## What is being asked
Make an exact copy of the records below, leaving every image out.
━━━━━━━━━━
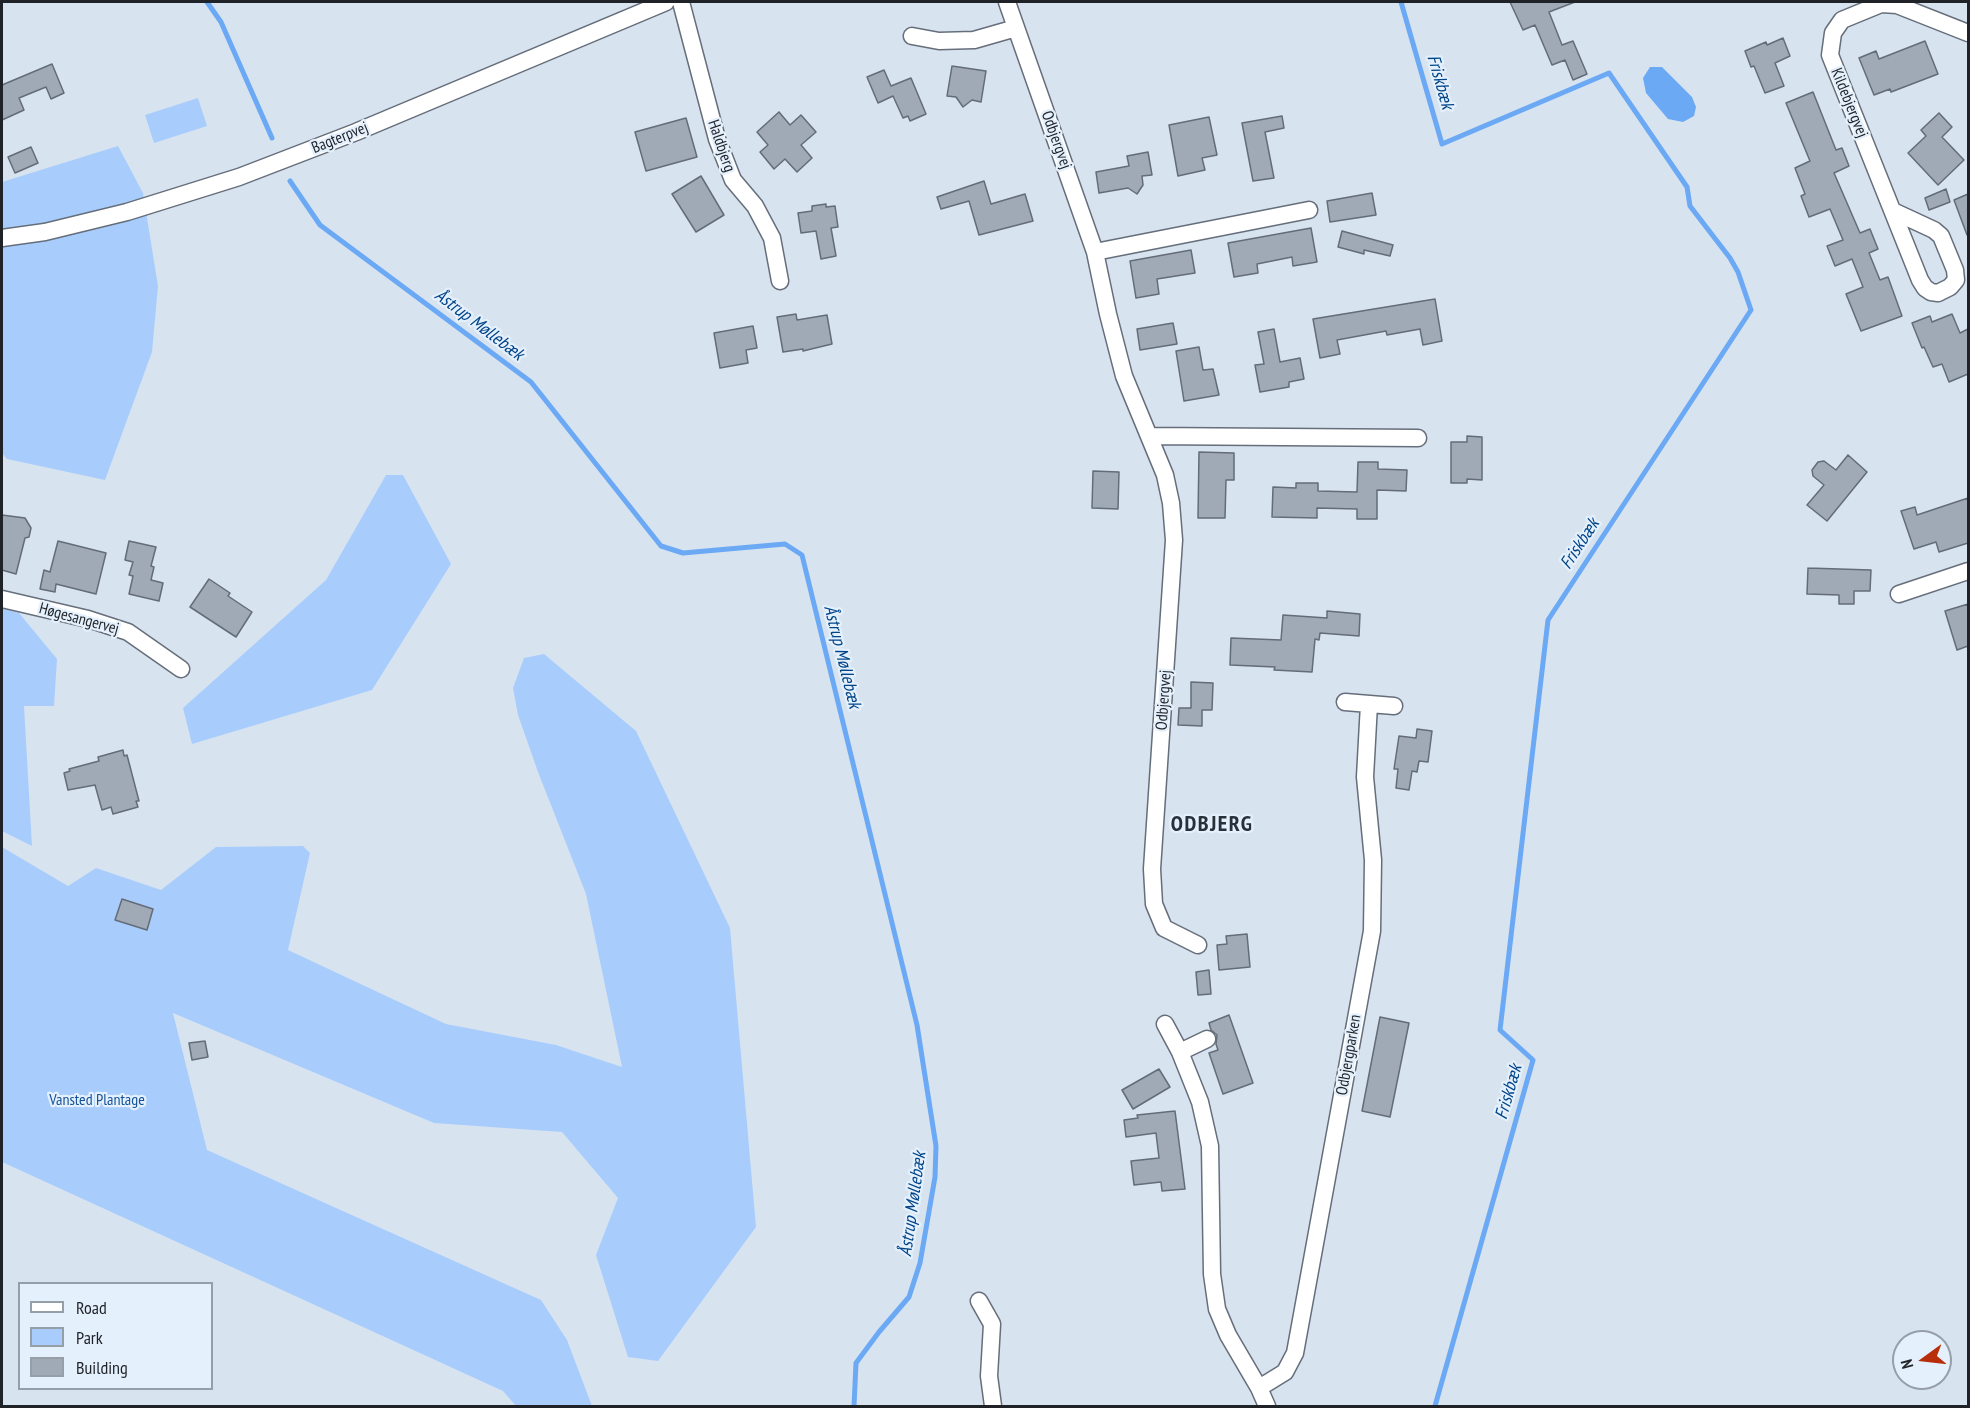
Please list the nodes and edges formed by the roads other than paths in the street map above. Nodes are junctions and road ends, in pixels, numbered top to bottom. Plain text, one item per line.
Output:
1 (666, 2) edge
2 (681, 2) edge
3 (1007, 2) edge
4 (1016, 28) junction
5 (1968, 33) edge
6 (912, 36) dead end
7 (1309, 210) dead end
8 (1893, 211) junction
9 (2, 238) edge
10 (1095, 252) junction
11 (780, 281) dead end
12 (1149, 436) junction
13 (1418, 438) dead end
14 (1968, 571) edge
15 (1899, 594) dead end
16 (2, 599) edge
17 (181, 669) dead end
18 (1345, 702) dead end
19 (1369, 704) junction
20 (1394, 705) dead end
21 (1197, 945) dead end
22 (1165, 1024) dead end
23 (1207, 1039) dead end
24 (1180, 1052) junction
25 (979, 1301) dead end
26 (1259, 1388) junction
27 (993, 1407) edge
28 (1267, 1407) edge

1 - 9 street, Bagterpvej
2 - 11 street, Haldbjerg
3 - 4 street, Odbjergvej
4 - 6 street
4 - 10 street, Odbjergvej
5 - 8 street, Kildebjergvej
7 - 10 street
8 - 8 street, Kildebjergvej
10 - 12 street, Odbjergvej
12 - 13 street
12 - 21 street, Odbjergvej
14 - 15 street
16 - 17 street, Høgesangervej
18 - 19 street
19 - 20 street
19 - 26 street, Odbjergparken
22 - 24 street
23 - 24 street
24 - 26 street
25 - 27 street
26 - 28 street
━━━━━━━━━━
## Exercise response
Please list the nodes and edges formed by the roads other than paths in the street map above. Nodes are junctions and road ends, in pixels, numbered top to bottom. Plain text, one item per line.
Output:
1 (666, 2) edge
2 (681, 2) edge
3 (1007, 2) edge
4 (1016, 28) junction
5 (1968, 33) edge
6 (912, 36) dead end
7 (1309, 210) dead end
8 (1893, 211) junction
9 (2, 238) edge
10 (1095, 252) junction
11 (780, 281) dead end
12 (1149, 436) junction
13 (1418, 438) dead end
14 (1968, 571) edge
15 (1899, 594) dead end
16 (2, 599) edge
17 (181, 669) dead end
18 (1345, 702) dead end
19 (1369, 704) junction
20 (1394, 705) dead end
21 (1197, 945) dead end
22 (1165, 1024) dead end
23 (1207, 1039) dead end
24 (1180, 1052) junction
25 (979, 1301) dead end
26 (1259, 1388) junction
27 (993, 1407) edge
28 (1267, 1407) edge

1 - 9 street, Bagterpvej
2 - 11 street, Haldbjerg
3 - 4 street, Odbjergvej
4 - 6 street
4 - 10 street, Odbjergvej
5 - 8 street, Kildebjergvej
7 - 10 street
8 - 8 street, Kildebjergvej
10 - 12 street, Odbjergvej
12 - 13 street
12 - 21 street, Odbjergvej
14 - 15 street
16 - 17 street, Høgesangervej
18 - 19 street
19 - 20 street
19 - 26 street, Odbjergparken
22 - 24 street
23 - 24 street
24 - 26 street
25 - 27 street
26 - 28 street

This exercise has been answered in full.